LibertyMole Sun 06-Jun-21 18:12:13

I get a bit confused between jealous and envious, but I think they are both strong motivating factors in most bad behaviour.

Men are far more prone to jealousy than women, but very many people of both sexes are prone to envy.

NotTerfNorCis Sun 06-Jun-21 18:23:20

I think it's to make someone feel better. 'They might be saying nasty things but those things aren't true, they're actually jealous because you're better than them.'

LibertyMole Sun 06-Jun-21 19:12:01

People often massively underestimate what a threat jealous men are, as it is linked to control.

I do think women should be more aware of what a strong motivating emotion jealousy is, but it isn’t usually women who are excessively jealous.

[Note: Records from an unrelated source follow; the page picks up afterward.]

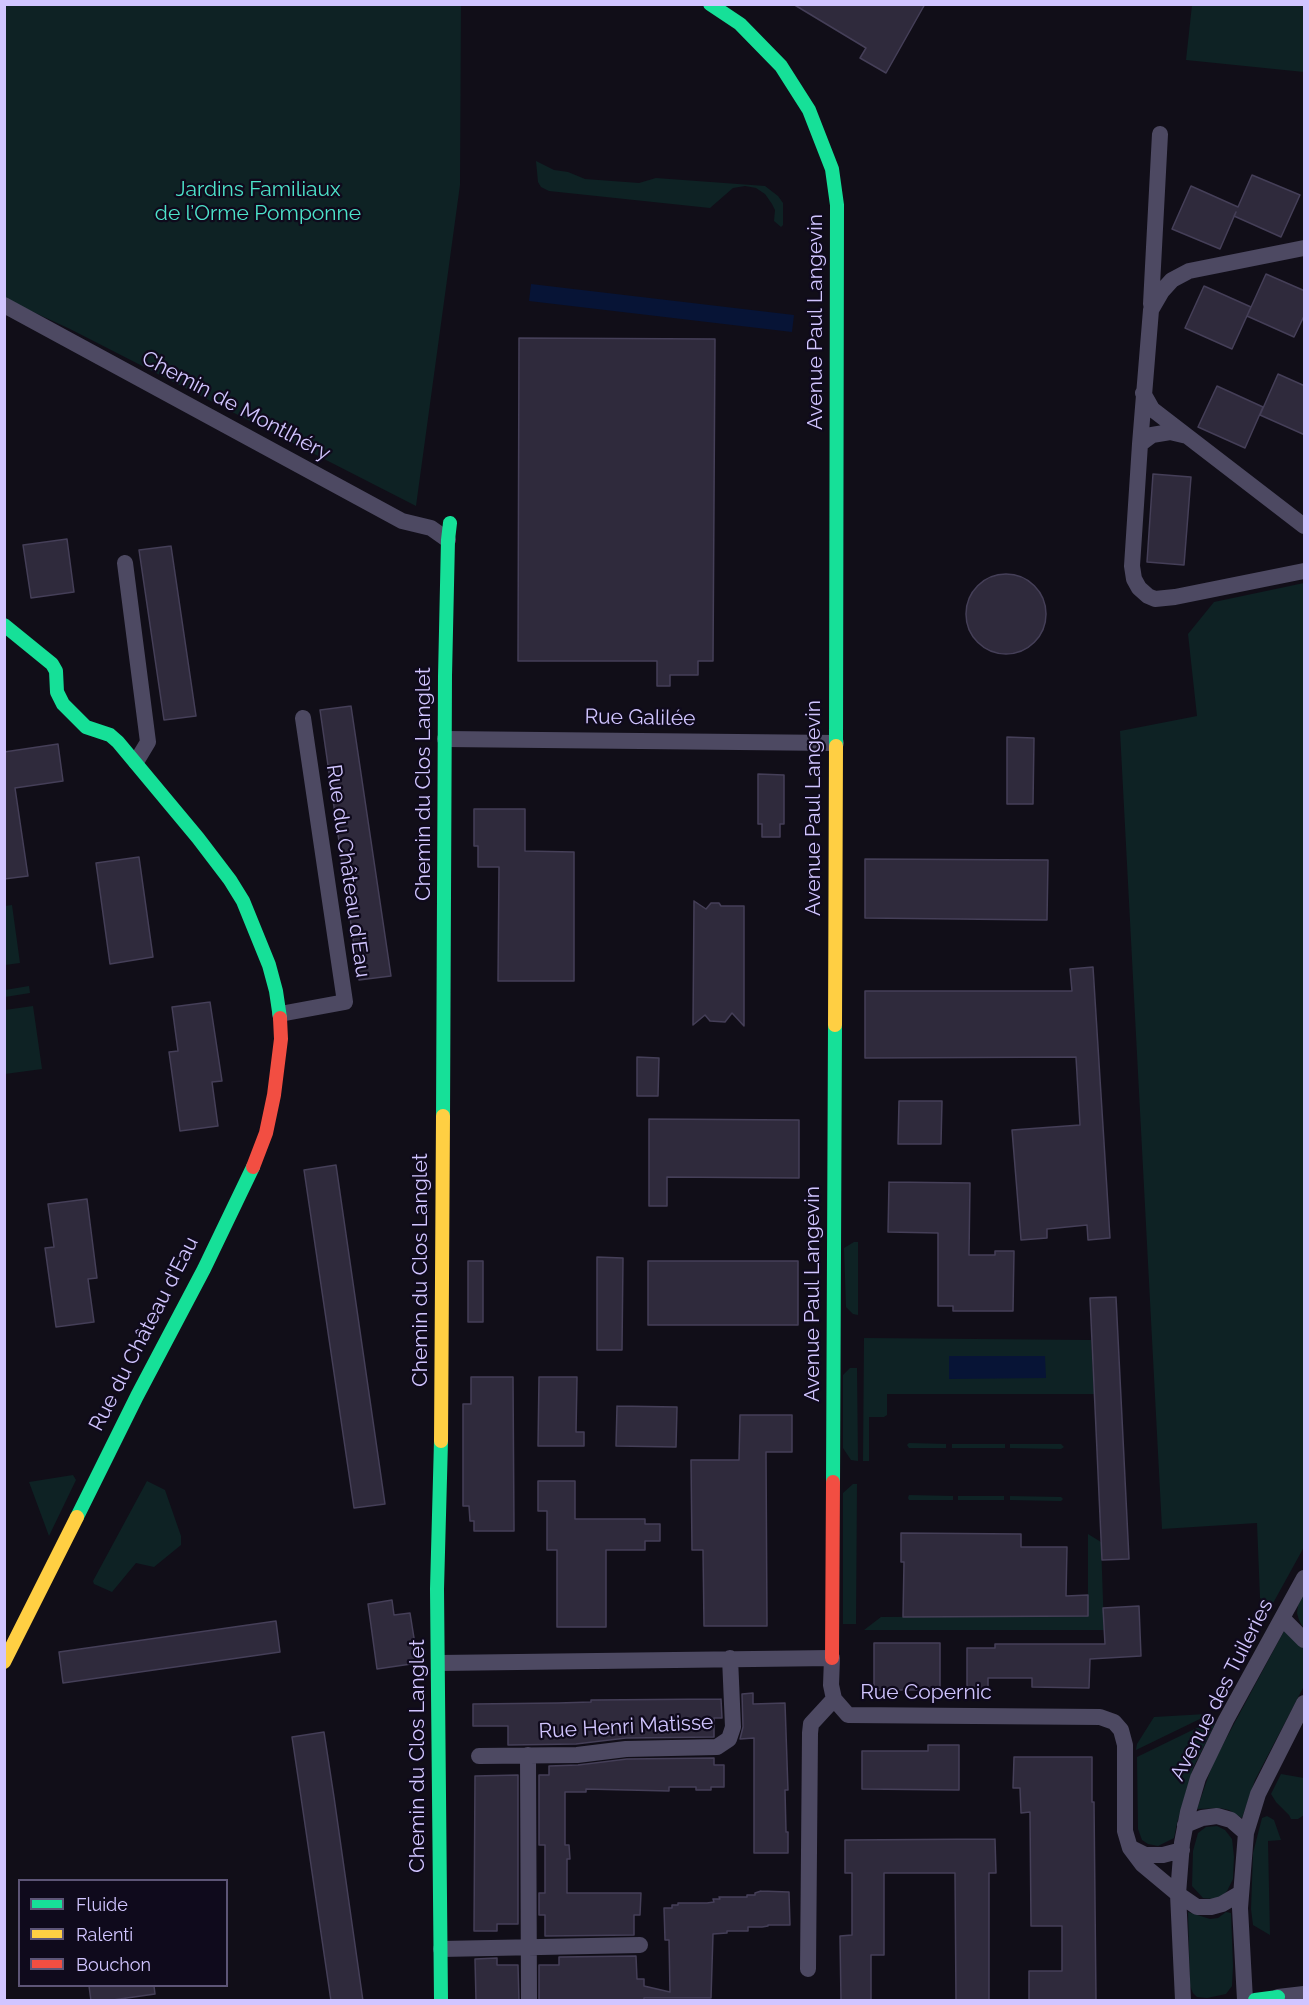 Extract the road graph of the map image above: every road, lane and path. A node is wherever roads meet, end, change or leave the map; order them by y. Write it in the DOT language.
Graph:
graph roads {
  1 [pos="710,4"];
  2 [pos="1160,134"];
  3 [pos="1305,248"];
  4 [pos="4,305"];
  5 [pos="1151,310"];
  6 [pos="1143,393"];
  7 [pos="1187,436"];
  8 [pos="1140,444"];
  9 [pos="1305,526"];
  10 [pos="449,531"];
  11 [pos="124,563"];
  12 [pos="1305,572"];
  13 [pos="4,625"];
  14 [pos="303,718"];
  15 [pos="445,739"];
  16 [pos="836,743"];
  17 [pos="136,762"];
  18 [pos="280,1014"];
  19 [pos="1305,1578"];
  20 [pos="1283,1619"];
  21 [pos="1305,1640"];
  22 [pos="9,1644"];
  23 [pos="730,1658"];
  24 [pos="832,1658"];
  25 [pos="4,1662"];
  26 [pos="438,1664"];
  27 [pos="834,1699"];
  28 [pos="1305,1703"];
  29 [pos="479,1755"];
  30 [pos="528,1755"];
  31 [pos="1185,1824"];
  32 [pos="1246,1833"];
  33 [pos="1130,1848"];
  34 [pos="1182,1850"];
  35 [pos="1241,1893"];
  36 [pos="1178,1894"];
  37 [pos="640,1946"];
  38 [pos="529,1947"];
  39 [pos="441,1949"];
  40 [pos="808,1969"];
  41 [pos="1305,1994"];
  42 [pos="1278,1997"];
  43 [pos="441,2001"];
  44 [pos="529,2001"];
  45 [pos="1183,2001"];
  46 [pos="1245,2001"];
  47 [pos="1255,2001"];
  1 -- 16 [label="street, Avenue Paul Langevin"];
  2 -- 5 [label="street"];
  3 -- 5 [label="street"];
  4 -- 10 [label="street, Chemin de Montlhéry"];
  5 -- 6 [label="street"];
  6 -- 7 [label="street"];
  6 -- 8 [label="street"];
  7 -- 8 [label="street"];
  7 -- 9 [label="street"];
  8 -- 12 [label="street"];
  10 -- 15 [label="street, Chemin du Clos Langlet"];
  11 -- 17 [label="street"];
  13 -- 17 [label="street, Rue du Château d'Eau"];
  14 -- 18 [label="street, Rue du Château d'Eau"];
  15 -- 16 [label="street, Rue Galilée"];
  15 -- 26 [label="street, Chemin du Clos Langlet"];
  16 -- 24 [label="street, Avenue Paul Langevin"];
  17 -- 18 [label="street, Rue du Château d'Eau"];
  18 -- 22 [label="street, Rue du Château d'Eau"];
  19 -- 20 [label="street, Avenue des Tuileries"];
  20 -- 21 [label="street"];
  20 -- 31 [label="street, Avenue des Tuileries"];
  22 -- 25 [label="street, Rue du Château d'Eau"];
  23 -- 24 [label="street"];
  23 -- 26 [label="street"];
  23 -- 30 [label="street, Rue Henri Matisse"];
  24 -- 27 [label="street, Rue Copernic"];
  26 -- 39 [label="street, Chemin du Clos Langlet"];
  27 -- 33 [label="street, Rue Copernic"];
  27 -- 40 [label="street"];
  28 -- 32 [label="street"];
  29 -- 30 [label="street, Rue Henri Matisse"];
  30 -- 38 [label="street"];
  31 -- 32 [label="street"];
  31 -- 34 [label="street, Avenue des Tuileries"];
  32 -- 35 [label="street"];
  33 -- 34 [label="street"];
  33 -- 36 [label="street"];
  34 -- 36 [label="street, Avenue des Tuileries"];
  35 -- 36 [label="street"];
  35 -- 46 [label="street"];
  36 -- 45 [label="street, Avenue des Tuileries"];
  37 -- 38 [label="street"];
  38 -- 39 [label="street"];
  38 -- 44 [label="street"];
  39 -- 43 [label="street, Chemin du Clos Langlet"];
  41 -- 42 [label="street"];
  42 -- 47 [label="street"];
}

astonafar Sun 06-Jun-21 19:17:10

@LibertyMole I might feel a bit envious of someone's good fortune, but I rarely feel jealous. And it does not mean I am then horrible to the person. I think behaviour caused by jealousy is rare after childhood.

OP’s posts: |
LibertyMole Sun 06-Jun-21 19:21:46

Most DV involves jealousy and control.

Jealousy is when you feel something or someone is your private property and you don’t want anything to threaten that. Like Gollum and the ring.

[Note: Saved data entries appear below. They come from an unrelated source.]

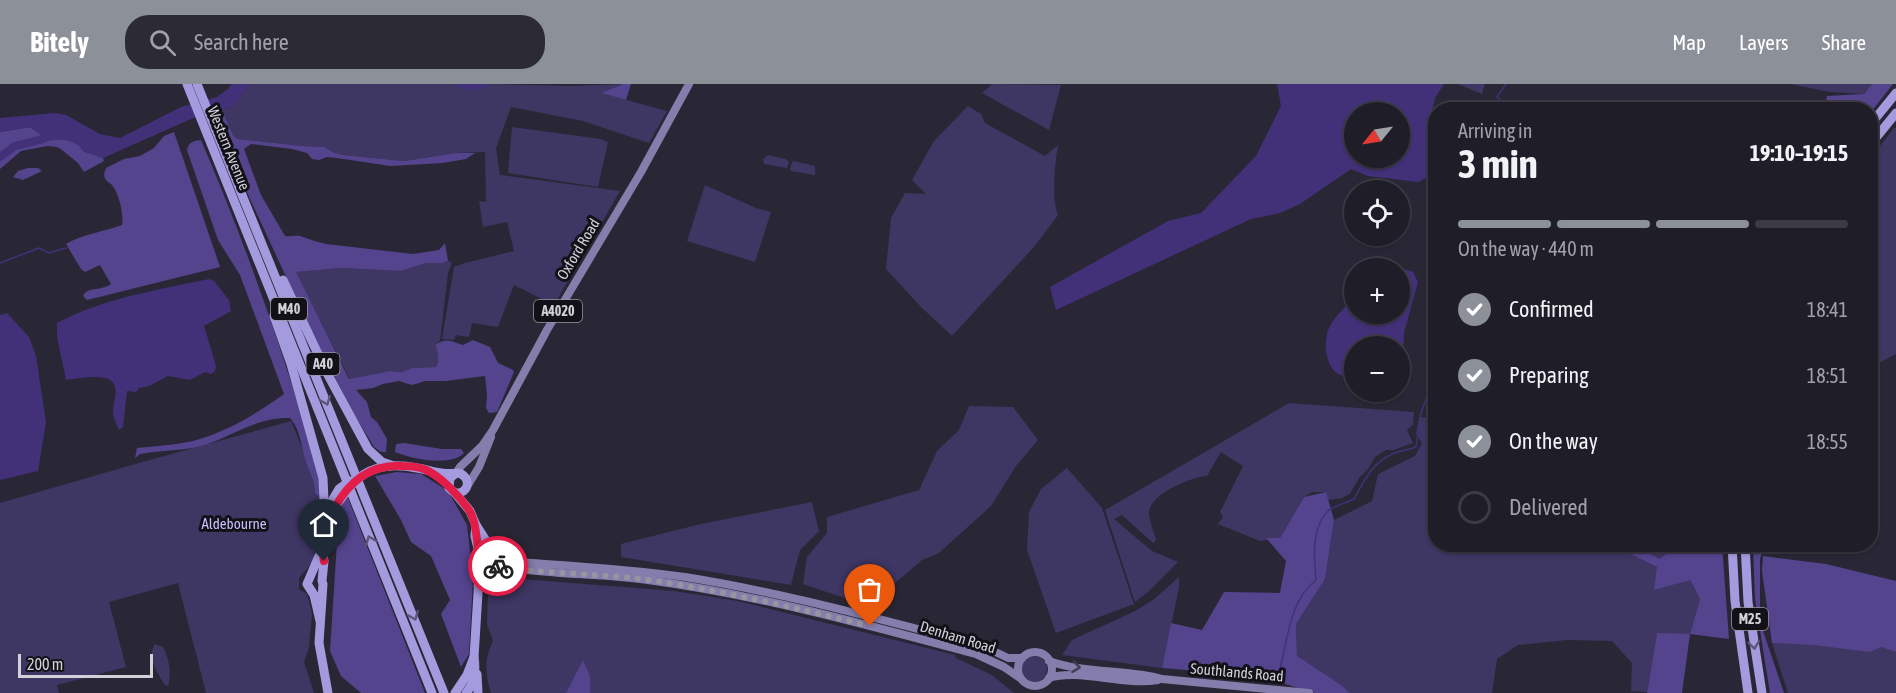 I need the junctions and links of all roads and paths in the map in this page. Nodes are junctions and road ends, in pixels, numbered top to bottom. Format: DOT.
graph roads {
  1 [pos="187,84"];
  2 [pos="197,84"];
  3 [pos="689,84"];
  4 [pos="1896,93"];
  5 [pos="198,98"];
  6 [pos="1896,113"];
  7 [pos="1878,115"];
  8 [pos="207,121"];
  9 [pos="1878,135"];
  10 [pos="224,153"];
  11 [pos="243,222"];
  12 [pos="493,430"];
  13 [pos="368,448"];
  14 [pos="391,465"];
  15 [pos="375,468"];
  16 [pos="432,473"];
  17 [pos="455,474"];
  18 [pos="323,478"];
  19 [pos="353,483"];
  20 [pos="468,485"];
  21 [pos="453,492"];
  22 [pos="335,493"];
  23 [pos="470,511"];
  24 [pos="325,518"];
  25 [pos="476,525"];
  26 [pos="322,549"];
  27 [pos="494,552"];
  28 [pos="1732,552"];
  29 [pos="1745,552"];
  30 [pos="480,559"];
  31 [pos="494,565"];
  32 [pos="308,580"];
  33 [pos="322,582"];
  34 [pos="478,586"];
  35 [pos="311,590"];
  36 [pos="320,621"];
  37 [pos="474,657"];
  38 [pos="1022,658"];
  39 [pos="1050,661"];
  40 [pos="325,676"];
  41 [pos="1020,678"];
  42 [pos="1048,678"];
  43 [pos="1162,679"];
  44 [pos="431,688"];
  45 [pos="473,692"];
  46 [pos="326,693"];
  47 [pos="336,693"];
  48 [pos="444,693"];
  49 [pos="455,693"];
  50 [pos="1309,693"];
  51 [pos="1748,693"];
  52 [pos="1762,693"];
  1 -- 5 [label="highway, Western Avenue / A40"];
  2 -- 5 [label="highway, Western Avenue / A40"];
  3 -- 12 [label="main road, Oxford Road / A4020"];
  4 -- 7 [label="highway"];
  5 -- 8 [label="highway, Western Avenue / A40"];
  6 -- 9 [label="highway"];
  8 -- 10 [label="highway, Western Avenue / A40"];
  8 -- 11 [label="highway, Western Avenue / A40"];
  10 -- 13 [label="highway, A40"];
  10 -- 48 [label="highway, M40, one-way"];
  11 -- 18 [label="highway"];
  44 -- 11 [label="highway, M40, one-way"];
  12 -- 17 [label="main road, Oxford Road / A4020"];
  12 -- 20 [label="main road, Oxford Road / A4020"];
  13 -- 14 [label="highway, A40"];
  13 -- 15 [label="highway"];
  14 -- 15 [label="highway"];
  14 -- 16 [label="highway"];
  15 -- 19 [label="highway"];
  16 -- 17 [label="highway"];
  16 -- 21 [label="highway"];
  17 -- 20 [label="highway"];
  17 -- 21 [label="highway"];
  18 -- 22 [label="highway"];
  18 -- 24 [label="highway"];
  19 -- 22 [label="highway"];
  19 -- 24 [label="highway"];
  20 -- 21 [label="highway"];
  20 -- 23 [label="highway"];
  21 -- 23 [label="highway"];
  22 -- 24 [label="highway"];
  23 -- 25 [label="highway"];
  24 -- 26 [label="highway"];
  25 -- 27 [label="highway"];
  25 -- 30 [label="highway"];
  26 -- 32 [label="highway"];
  26 -- 33 [label="highway"];
  27 -- 30 [label="highway"];
  27 -- 31 [label="highway"];
  27 -- 38 [label="main road, Denham Road"];
  28 -- 51 [label="highway, M25"];
  29 -- 52 [label="highway, M25, one-way"];
  30 -- 31 [label="highway"];
  30 -- 34 [label="highway"];
  31 -- 34 [label="highway"];
  31 -- 41 [label="main road, Denham Road"];
  32 -- 33 [label="highway"];
  32 -- 35 [label="highway"];
  33 -- 35 [label="highway"];
  33 -- 36 [label="highway"];
  34 -- 37 [label="highway"];
  35 -- 36 [label="highway"];
  36 -- 40 [label="highway"];
  37 -- 45 [label="highway"];
  37 -- 49 [label="highway"];
  38 -- 39 [label="main road"];
  38 -- 41 [label="main road"];
  39 -- 42 [label="main road"];
  39 -- 43 [label="main road, one-way"];
  40 -- 46 [label="highway"];
  40 -- 47 [label="highway"];
  41 -- 42 [label="main road"];
  42 -- 43 [label="main road"];
  43 -- 50 [label="main road, Southlands Road"];
  45 -- 49 [label="highway"];
}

Envy is when you want something someone else wants.

Women should be looking out for jealousy in new partners, because it is so common in men, and dangerous.

EdgeOfACoin Sun 06-Jun-21 21:06:26

Aren't men usually described as 'competitive' which is seen to be good to a certain extent?

Women are described more easily as 'jealous'.

LibertyMole Sun 06-Jun-21 21:14:51

Probably coin. Because men are seen as active agents and women as objects.

Especially if a woman is young and attractive. She is something that men can own - like a trophy wife. So people, but usually men, are jealous of her because they don’t see her as a person, but as a thing to consume.

NiceGerbil Mon 07-Jun-21 02:30:12

I first noticed this when I was at school.

In whatever situation it was the go to reaction from lots of girls I knew was oh she's just jealous.

So I think they must have learnt it at home.

I assume it's to make the child feel better about someone not liking them etc.

But what it actually does is removes any opportunity for consideration etc.

It's weird but it's everywhere so it must be a really common thing that maybe mothers tell their daughters...?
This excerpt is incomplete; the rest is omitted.